Task statement >> Among the lines below, return each one that contains the word "curves".

Material provided >>
--

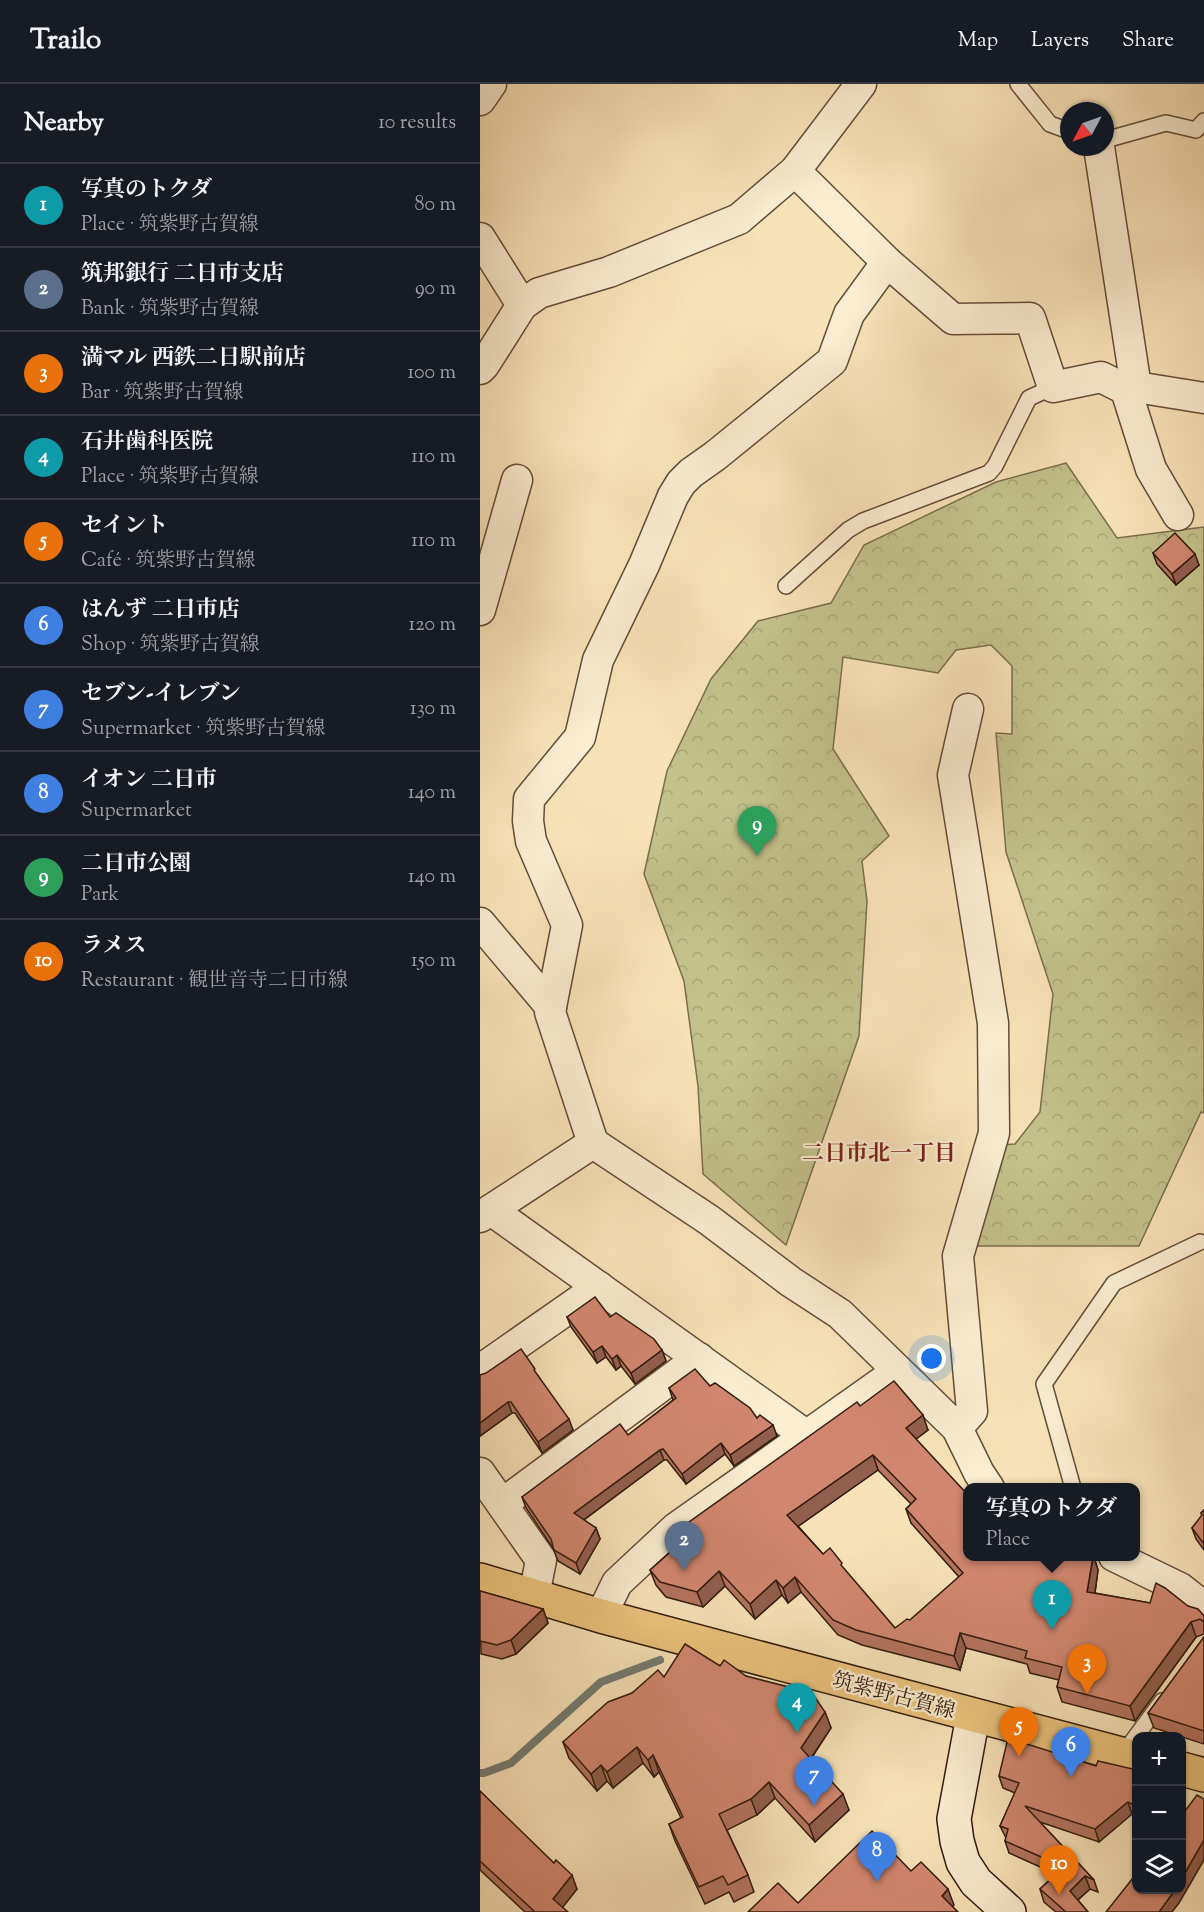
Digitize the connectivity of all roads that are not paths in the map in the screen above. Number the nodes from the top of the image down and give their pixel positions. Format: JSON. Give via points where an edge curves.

--

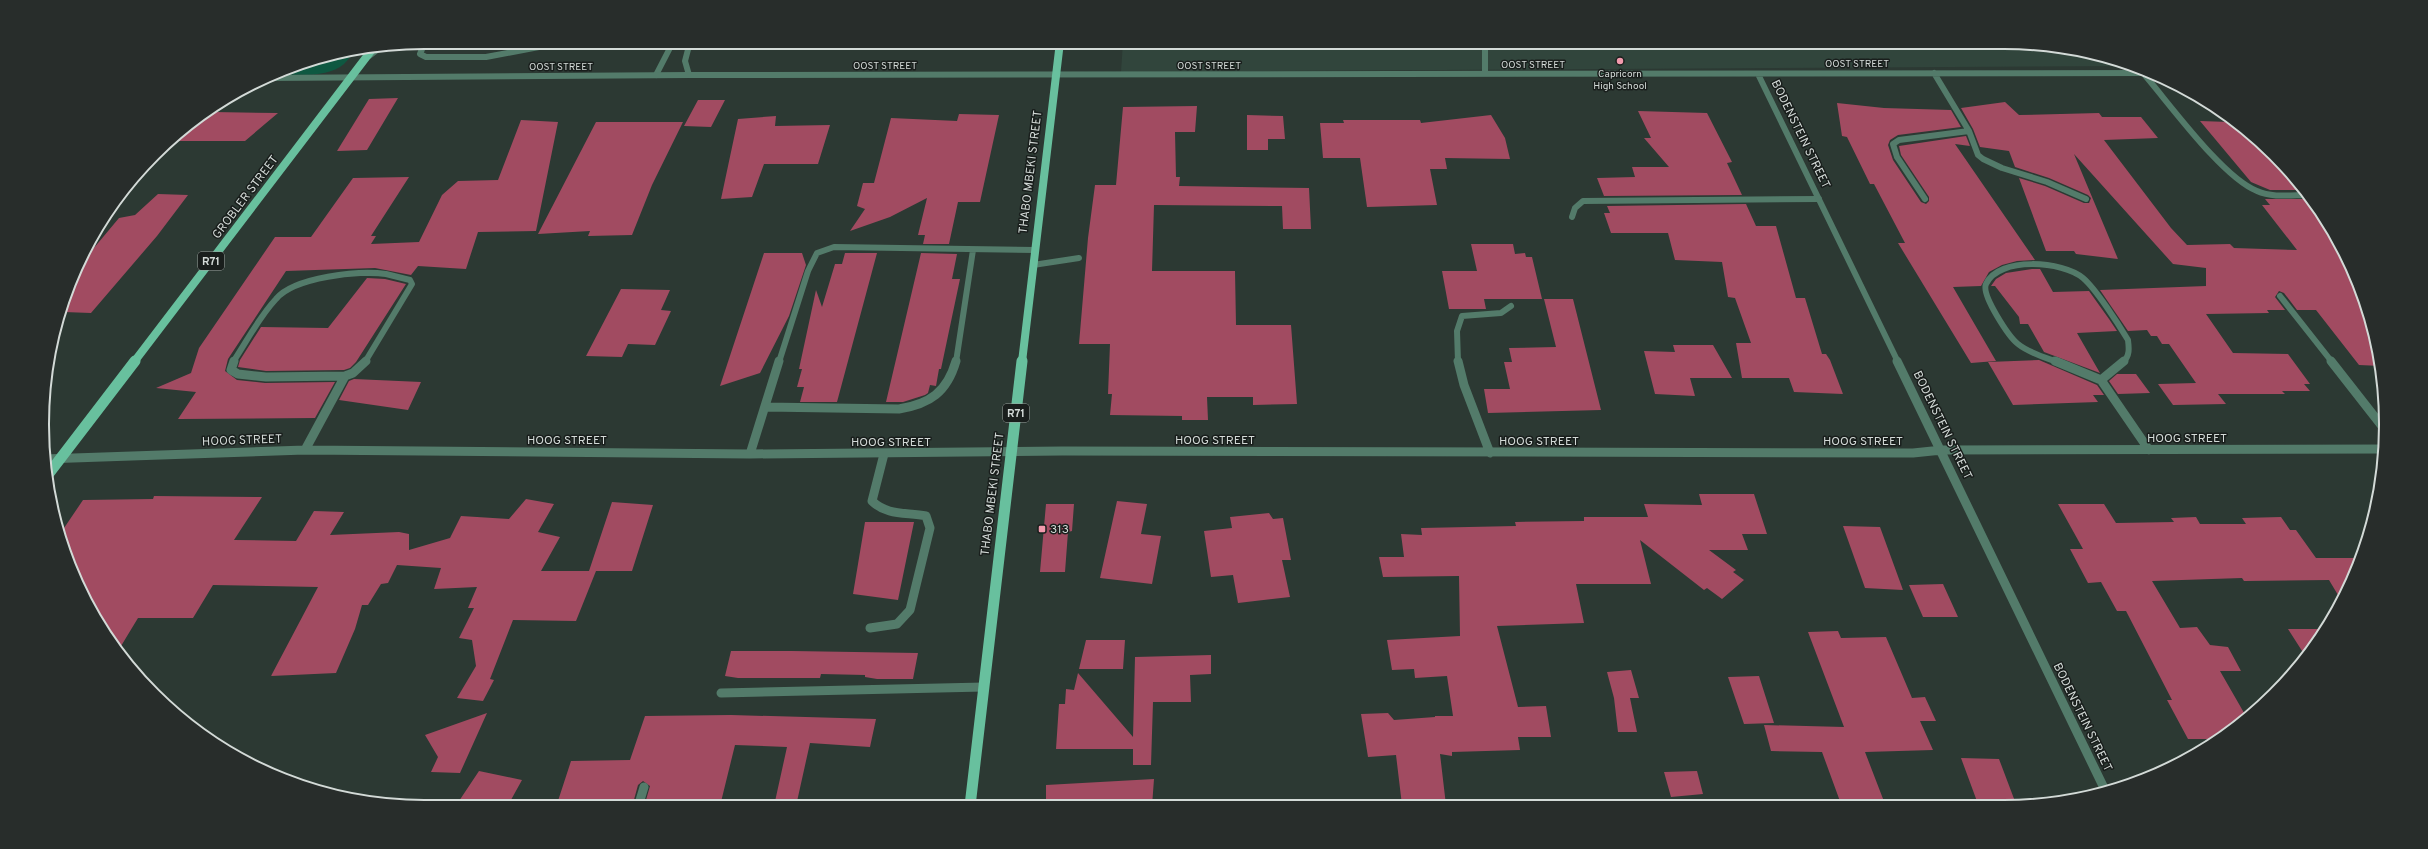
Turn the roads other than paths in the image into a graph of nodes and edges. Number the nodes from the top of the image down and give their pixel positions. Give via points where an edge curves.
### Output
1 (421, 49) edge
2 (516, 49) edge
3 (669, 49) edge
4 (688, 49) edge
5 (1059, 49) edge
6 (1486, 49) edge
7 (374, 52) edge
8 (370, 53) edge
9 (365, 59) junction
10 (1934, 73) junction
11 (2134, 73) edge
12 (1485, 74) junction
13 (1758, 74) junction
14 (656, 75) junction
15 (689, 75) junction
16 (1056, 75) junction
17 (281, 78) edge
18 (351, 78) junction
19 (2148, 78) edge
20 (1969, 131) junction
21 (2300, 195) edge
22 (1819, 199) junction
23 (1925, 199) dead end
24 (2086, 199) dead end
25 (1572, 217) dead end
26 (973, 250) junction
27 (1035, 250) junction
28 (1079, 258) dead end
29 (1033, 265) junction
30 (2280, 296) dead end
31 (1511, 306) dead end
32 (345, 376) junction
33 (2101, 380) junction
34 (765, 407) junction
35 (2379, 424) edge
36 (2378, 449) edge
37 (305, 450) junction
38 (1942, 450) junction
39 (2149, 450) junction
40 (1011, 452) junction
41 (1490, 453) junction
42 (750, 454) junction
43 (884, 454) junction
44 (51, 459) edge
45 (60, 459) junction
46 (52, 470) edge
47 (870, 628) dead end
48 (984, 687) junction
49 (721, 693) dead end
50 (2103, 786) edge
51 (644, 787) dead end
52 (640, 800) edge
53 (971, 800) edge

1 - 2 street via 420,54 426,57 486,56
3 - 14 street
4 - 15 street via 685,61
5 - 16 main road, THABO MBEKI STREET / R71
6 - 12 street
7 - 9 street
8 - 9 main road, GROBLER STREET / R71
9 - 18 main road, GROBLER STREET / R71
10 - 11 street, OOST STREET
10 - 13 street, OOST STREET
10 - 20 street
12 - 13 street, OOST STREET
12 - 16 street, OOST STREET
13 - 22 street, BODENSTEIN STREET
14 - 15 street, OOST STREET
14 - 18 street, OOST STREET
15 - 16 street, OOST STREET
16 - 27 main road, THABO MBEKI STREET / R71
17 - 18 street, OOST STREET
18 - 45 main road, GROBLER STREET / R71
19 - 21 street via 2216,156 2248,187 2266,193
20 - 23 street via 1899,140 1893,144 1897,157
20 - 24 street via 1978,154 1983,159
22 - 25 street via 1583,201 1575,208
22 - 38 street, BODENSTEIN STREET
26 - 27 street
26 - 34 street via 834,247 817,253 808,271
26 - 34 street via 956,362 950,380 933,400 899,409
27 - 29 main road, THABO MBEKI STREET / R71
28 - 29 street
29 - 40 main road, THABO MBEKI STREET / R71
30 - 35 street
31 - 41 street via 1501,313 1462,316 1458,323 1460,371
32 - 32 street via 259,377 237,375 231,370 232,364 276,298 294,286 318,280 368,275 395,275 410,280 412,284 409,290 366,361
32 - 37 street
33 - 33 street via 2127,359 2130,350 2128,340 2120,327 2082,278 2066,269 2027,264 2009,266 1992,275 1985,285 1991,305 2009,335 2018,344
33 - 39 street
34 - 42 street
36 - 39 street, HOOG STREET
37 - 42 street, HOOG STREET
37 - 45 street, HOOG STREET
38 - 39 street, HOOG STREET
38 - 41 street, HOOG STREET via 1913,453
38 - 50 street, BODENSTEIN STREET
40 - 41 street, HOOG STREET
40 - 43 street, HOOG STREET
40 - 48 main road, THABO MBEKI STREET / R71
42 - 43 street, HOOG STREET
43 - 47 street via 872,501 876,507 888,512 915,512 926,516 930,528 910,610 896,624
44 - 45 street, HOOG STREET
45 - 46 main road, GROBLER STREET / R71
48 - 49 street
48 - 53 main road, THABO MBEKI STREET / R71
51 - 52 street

--

Result for this task >>
Digitize the connectivity of all roads that are not paths in the map in the screen above. Number the nodes from the top of the image down and give their pixel positions. Format: JSON. Give via points where an edge curves.
Turn the roads other than paths in the image into a graph of nodes and edges. Number the nodes from the top of the image down and give their pixel positions. Give via points where an edge curves.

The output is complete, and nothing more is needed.